**Data to process:**
+-------+

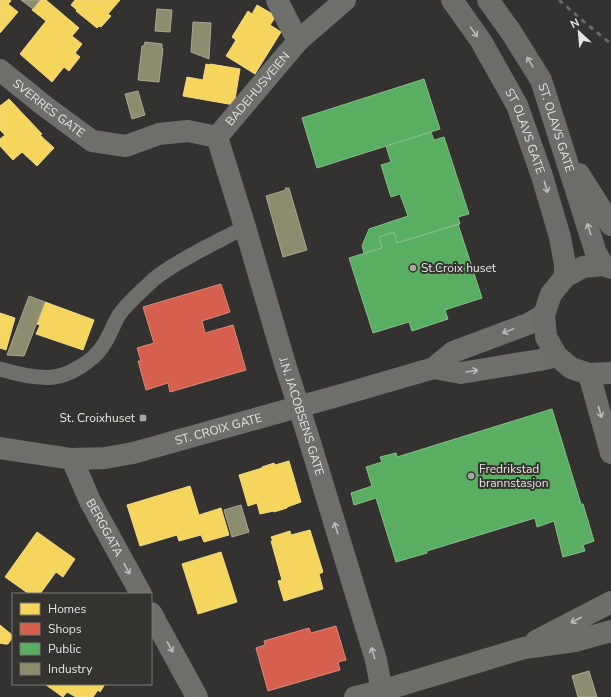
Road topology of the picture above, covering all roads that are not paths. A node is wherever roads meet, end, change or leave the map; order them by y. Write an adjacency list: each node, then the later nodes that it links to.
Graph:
1 (277, 0): 5 (street, BADEHUSVEIEN)
2 (345, 0): 5 (street, BADEHUSVEIEN)
3 (452, 0): 12 (highway, ST OLAVS GATE, one-way to 12)
4 (488, 0): 8 (highway, ST. OLAVS GATE, one-way to 4)
5 (298, 41): 7 (street, BADEHUSVEIEN)
6 (0, 70): 7 (street, SVERRES GATE)
7 (216, 137): 10 (street, J.N. JACOBSENS GATE)
8 (564, 150): 9 (highway); 11 (highway, ST. OLAVS GATE, one-way to 8)
9 (611, 225)
10 (245, 227): 16 (lane); 19 (street, J.N. JACOBSENS GATE)
11 (607, 266): 12 (highway)
12 (565, 277): 13 (highway)
13 (544, 315): 14 (highway); 15 (street, ST. CROIX GATE, one-way to 15)
14 (557, 356): 15 (street, ST. CROIX GATE, one-way to 14); 18 (highway)
15 (434, 368): 19 (street, ST. CROIX GATE)
16 (0, 369)
17 (611, 373): 18 (highway)
18 (589, 374): 21 (main road, one-way to 21)
19 (298, 407): 22 (street, ST. CROIX GATE); 28 (street, J.N. JACOBSENS GATE, one-way to 19)
20 (0, 448): 22 (street, ST. CROIX GATE)
21 (611, 453)
22 (72, 459): 23 (street, BERGGATA, one-way to 23)
23 (140, 593)
24 (611, 602): 27 (main road, one-way to 27)
25 (152, 615): 29 (street, one-way to 29)
26 (611, 631): 27 (main road)
27 (524, 648): 28 (main road)
28 (382, 694): 30 (main road)
29 (197, 697)
30 (355, 697)

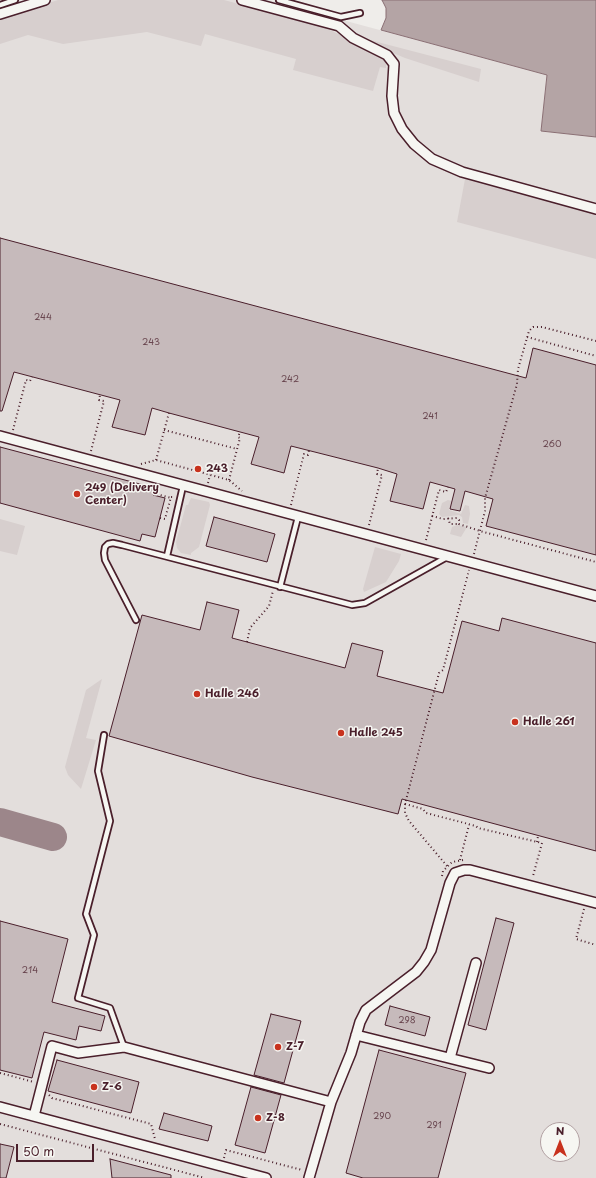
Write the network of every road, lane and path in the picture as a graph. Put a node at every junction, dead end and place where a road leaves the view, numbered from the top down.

+-------+

**Work instruction:** Give the records again exactly, without pictures.

**Expected output:**
Road topology of the picture above, covering all roads that are not paths. A node is wherever roads meet, end, change or leave the map; order them by y. Write an adjacency list: each node, then the later nodes that it links to.
Graph:
1 (277, 0): 5 (street, BADEHUSVEIEN)
2 (345, 0): 5 (street, BADEHUSVEIEN)
3 (452, 0): 12 (highway, ST OLAVS GATE, one-way to 12)
4 (488, 0): 8 (highway, ST. OLAVS GATE, one-way to 4)
5 (298, 41): 7 (street, BADEHUSVEIEN)
6 (0, 70): 7 (street, SVERRES GATE)
7 (216, 137): 10 (street, J.N. JACOBSENS GATE)
8 (564, 150): 9 (highway); 11 (highway, ST. OLAVS GATE, one-way to 8)
9 (611, 225)
10 (245, 227): 16 (lane); 19 (street, J.N. JACOBSENS GATE)
11 (607, 266): 12 (highway)
12 (565, 277): 13 (highway)
13 (544, 315): 14 (highway); 15 (street, ST. CROIX GATE, one-way to 15)
14 (557, 356): 15 (street, ST. CROIX GATE, one-way to 14); 18 (highway)
15 (434, 368): 19 (street, ST. CROIX GATE)
16 (0, 369)
17 (611, 373): 18 (highway)
18 (589, 374): 21 (main road, one-way to 21)
19 (298, 407): 22 (street, ST. CROIX GATE); 28 (street, J.N. JACOBSENS GATE, one-way to 19)
20 (0, 448): 22 (street, ST. CROIX GATE)
21 (611, 453)
22 (72, 459): 23 (street, BERGGATA, one-way to 23)
23 (140, 593)
24 (611, 602): 27 (main road, one-way to 27)
25 (152, 615): 29 (street, one-way to 29)
26 (611, 631): 27 (main road)
27 (524, 648): 28 (main road)
28 (382, 694): 30 (main road)
29 (197, 697)
30 (355, 697)

Write the network of every road, lane and path in the picture as a graph. Put a node at every junction, dead end and place where a road leaves the view, numbered from the top down.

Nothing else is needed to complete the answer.